Book Monstrous Society

Download or read book Monstrous Society written by David Collings and published by Associated University Presse. This book was released on 2009 with total page 342 pages. Available in PDF, EPUB and Kindle. Book excerpt: "Monstrous Society problematizes competing representations of reciprocity in England in the decades around 1800. It argues that in the eighteenth-century moral economy, power is divided between official authority and the counter-power of plebeians.
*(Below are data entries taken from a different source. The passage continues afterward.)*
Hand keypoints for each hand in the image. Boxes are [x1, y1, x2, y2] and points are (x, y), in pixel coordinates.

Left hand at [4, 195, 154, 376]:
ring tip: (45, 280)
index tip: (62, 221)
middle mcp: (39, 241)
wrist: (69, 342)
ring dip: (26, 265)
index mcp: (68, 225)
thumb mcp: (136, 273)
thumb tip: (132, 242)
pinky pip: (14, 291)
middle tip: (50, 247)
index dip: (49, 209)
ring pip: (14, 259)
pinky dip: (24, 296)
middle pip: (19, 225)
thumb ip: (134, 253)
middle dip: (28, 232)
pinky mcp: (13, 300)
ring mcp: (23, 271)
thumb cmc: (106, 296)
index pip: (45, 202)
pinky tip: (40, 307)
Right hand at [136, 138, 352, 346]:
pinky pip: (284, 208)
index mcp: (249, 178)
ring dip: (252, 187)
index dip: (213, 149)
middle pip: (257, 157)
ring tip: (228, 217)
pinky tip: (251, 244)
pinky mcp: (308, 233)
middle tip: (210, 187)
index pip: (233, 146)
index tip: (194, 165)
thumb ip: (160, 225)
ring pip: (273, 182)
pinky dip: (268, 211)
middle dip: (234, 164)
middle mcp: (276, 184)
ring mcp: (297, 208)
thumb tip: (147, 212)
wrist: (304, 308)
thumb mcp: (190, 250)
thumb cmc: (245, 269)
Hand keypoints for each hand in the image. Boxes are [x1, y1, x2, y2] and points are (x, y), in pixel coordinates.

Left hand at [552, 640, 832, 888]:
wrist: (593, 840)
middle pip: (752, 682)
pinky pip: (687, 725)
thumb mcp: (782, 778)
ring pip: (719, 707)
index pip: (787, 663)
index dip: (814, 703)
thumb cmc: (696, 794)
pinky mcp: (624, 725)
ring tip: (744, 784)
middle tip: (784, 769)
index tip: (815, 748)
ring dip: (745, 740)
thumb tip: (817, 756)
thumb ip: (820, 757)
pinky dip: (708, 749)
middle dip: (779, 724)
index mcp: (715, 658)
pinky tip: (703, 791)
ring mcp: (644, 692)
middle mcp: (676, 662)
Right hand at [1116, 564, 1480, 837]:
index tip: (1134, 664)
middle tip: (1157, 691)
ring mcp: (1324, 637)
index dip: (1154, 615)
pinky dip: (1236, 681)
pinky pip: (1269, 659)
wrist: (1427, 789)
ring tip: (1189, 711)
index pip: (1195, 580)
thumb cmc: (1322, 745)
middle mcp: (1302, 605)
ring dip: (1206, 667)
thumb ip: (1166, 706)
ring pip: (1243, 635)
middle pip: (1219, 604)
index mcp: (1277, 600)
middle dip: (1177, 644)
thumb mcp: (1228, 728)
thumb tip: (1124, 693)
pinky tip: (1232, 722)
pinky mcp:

This tacit, mutual understanding comes under attack when influential political thinkers, such as Edmund Burke, Jeremy Bentham, and T.R. Malthus, attempt to discipline the social body, to make state power immune from popular response. But once negated, counter-power persists, even if in the demands of a debased, inhuman body. Such a response is writ large in Gothic tales, especially Matthew Lewis's The Monk and Mary Shelley's Frankenstein, and in the innovative, embodied political practices of the mass movements for Reform and the Charter. By interpreting the formation of modern English culture through the early modern practice of reciprocity, David Collings constructs a "nonmodern" mode of analysis, one that sees modernity not as a break from the past but as the result of attempts to transform traditions that, however distorted, nevertheless remain broadly in force."--Jacket.

Book Monstrous Imaginaries

Download or read book Monstrous Imaginaries written by Maaheen Ahmed and published by Univ. Press of Mississippi. This book was released on 2019-12-16 with total page 264 pages. Available in PDF, EPUB and Kindle. Book excerpt: Monsters seem inevitably linked to humans and not always as mere opposites. Maaheen Ahmed examines good monsters in comics to show how Romantic themes from the eighteenth and the nineteenth centuries persist in today’s popular culture. Comics monsters, questioning the distinction between human and monster, self and other, are valuable conduits of Romantic inclinations. Engaging with Romanticism and the many monsters created by Romantic writers and artists such as Mary Shelley, Victor Hugo, and Goya, Ahmed maps the heritage, functions, and effects of monsters in contemporary comics and graphic novels. She highlights the persistence of recurrent Romantic features through monstrous protagonists in English- and French-language comics and draws out their implications. Aspects covered include the dark Romantic predilection for ruins and the sordid, the solitary protagonist and his quest, nostalgia, the prominence of the spectacle as well as excessive emotions, and above all, the monster’s ambiguity and rebelliousness. Ahmed highlights each Romantic theme through close readings of well-known but often overlooked comics, including Enki Bilal's Monstre tetralogy, Jim O'Barr's The Crow, and Emil Ferris’s My Favorite Thing Is Monsters, as well as the iconic comics series Alan Moore's Swamp Thing and Mike Mignola's Hellboy. In blurring the otherness of the monster, these protagonists retain the exaggeration and uncontrollability of all monsters while incorporating Romantic characteristics.